Promovemos a unidade de nossas comunidades e a paz do mundo? Ou ao menos de nossa família, escola e lugar de trabalho?
Respeitando os costumes que poderiam existir em outras comunidades onde talvez não se comungava todos os dias, São Jerônimo (343-419), contudo, destaca e defende o costume das igrejas de Roma e da Espanha de que se pudesse comungar diariamente. Invoca como argumento o salmo que canta "Provai e vede como o Senhor é bom" (Sl 33,9) (cf. Cartas, II, 71, 6).
Recebemos frequentemente a comunhão?
Santo Agostinho (354-430) dá testemunho de que os frutos da terra uma vez consagrados com a oração mística são chamados corpo e sangue de Cristo, os quais os cristãos consumimos ritualmente para nossa salvação, comemorando a paixão sofrida em nosso favor pelo Senhor. O pão e o vinho adquirem sua aparência visível graças ao trabalho do homem, mas a intervenção invisível do Espírito de Deus realiza o grande sacramento através de seus ministros (cf. A Trindade, 3, 10). Em um de seus discursos Santo Agostinho vê, ademais, que o pão e o vinho guardam uma relação especial com a comunidade, pois os cristãos formam o corpo de Cristo e portanto esse mistério está posto na mesa do Senhor, de modo que diz aos cristãos "sede o que vedes e recebei o que sois" (cf. Discursos, 272).
Sentimo-nos parte do corpo de Cristo ao receber a comunhão?
Por volta do séc. VI, um autor conhecido atualmente como o "Pseudo-Dionísio, o Areopagita", descreve por sua parte uma celebração eucarística presidida pelo bispo. Fala do incenso, dos hinos, dos ministros, das leituras, de toda a assembleia distribuída em diferentes ordens. Para este autor, a imitação divina não pode dar-se a não ser com a memória das palavras e ações de Deus, renovadas nas palavras e ações dos bispos, porque se realizam em memória de Cristo. Põe muita atenção à consagração, à comunhão e à ação de graças (cf. A Hierarquia Eclesiástica, 2,2.12-14).

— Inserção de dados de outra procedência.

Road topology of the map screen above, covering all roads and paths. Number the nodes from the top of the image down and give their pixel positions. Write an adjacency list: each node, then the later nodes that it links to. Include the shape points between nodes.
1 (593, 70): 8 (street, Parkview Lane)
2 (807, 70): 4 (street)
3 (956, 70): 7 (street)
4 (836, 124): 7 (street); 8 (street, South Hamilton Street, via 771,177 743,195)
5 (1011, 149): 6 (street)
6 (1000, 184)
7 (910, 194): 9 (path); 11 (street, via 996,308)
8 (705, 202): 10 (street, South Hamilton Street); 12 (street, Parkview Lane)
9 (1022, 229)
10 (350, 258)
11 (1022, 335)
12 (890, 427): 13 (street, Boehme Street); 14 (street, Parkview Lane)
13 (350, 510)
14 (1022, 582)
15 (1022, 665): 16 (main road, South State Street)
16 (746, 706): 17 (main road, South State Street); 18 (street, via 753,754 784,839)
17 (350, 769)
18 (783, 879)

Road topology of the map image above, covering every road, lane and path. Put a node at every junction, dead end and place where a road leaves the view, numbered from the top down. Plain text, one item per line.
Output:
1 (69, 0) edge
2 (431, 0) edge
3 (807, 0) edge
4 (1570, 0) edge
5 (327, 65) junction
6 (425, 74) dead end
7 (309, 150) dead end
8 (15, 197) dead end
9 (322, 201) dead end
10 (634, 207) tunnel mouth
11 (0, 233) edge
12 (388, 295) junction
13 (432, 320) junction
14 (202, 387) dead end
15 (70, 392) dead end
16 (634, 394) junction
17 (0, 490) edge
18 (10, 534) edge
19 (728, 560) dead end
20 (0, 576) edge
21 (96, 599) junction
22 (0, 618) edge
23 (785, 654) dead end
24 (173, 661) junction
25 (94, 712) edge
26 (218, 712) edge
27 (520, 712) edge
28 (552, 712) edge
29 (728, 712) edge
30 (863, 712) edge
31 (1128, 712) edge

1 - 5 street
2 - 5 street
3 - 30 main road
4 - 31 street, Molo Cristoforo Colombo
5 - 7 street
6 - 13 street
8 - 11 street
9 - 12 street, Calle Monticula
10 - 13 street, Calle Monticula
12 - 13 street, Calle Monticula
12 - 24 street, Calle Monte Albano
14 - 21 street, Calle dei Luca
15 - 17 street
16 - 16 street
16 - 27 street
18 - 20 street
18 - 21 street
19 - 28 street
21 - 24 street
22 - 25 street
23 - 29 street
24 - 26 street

Damo-nos conta de que o que Cristo fez e disse o temos ao nosso alcance, sacramentalmente, na Eucaristia?
Conclusão
Este ligeiro percurso deve despertar em nós o interesse em conhecer melhor o que estes autores ensinaram. O proveito que pode derivar disto seria uma maior solidez de vida espiritual e, no caso com que nos ocupamos, uma maior estima pela Sagrada Eucaristia.
Recorrer aos Padres não é simples curiosidade histórica. É um imperativo vital para todo aquele que queira viver a Palavra que se encontra, mais do que na materialidade dos livros, no coração da Igreja. Ao considerar o ensinamento dos Padres fica-nos claro que nossa "Missa" atual conserva sem dúvida os traços essenciais da celebração eucarística de todos os tempos e que não é uma invenção de ontem, mas uma herança apostólica. A Eucaristia realiza o que havia anunciado o Antigo Testamento e possui um valor sacrifical, posto que se trata do mesmo mistério de Cristo que se faz presente através da ação do Espírito Santo pedido ao Pai na Oração Eucarística. A Eucaristia é eminentemente trinitária.
A comunhão com o corpo de Cristo é como um remédio que nos proporciona a vida e nos conduz à ressurreição final, e nos exige um esforço constante de comunhão e unidade entre nós como cristãos membros de um mesmo corpo, no qual cada um possui um lugar e uma função. Também nos exige a coerência de nossa vida diária com o dom que nos foi entregue, a caridade para com próximo e o trabalho pela paz.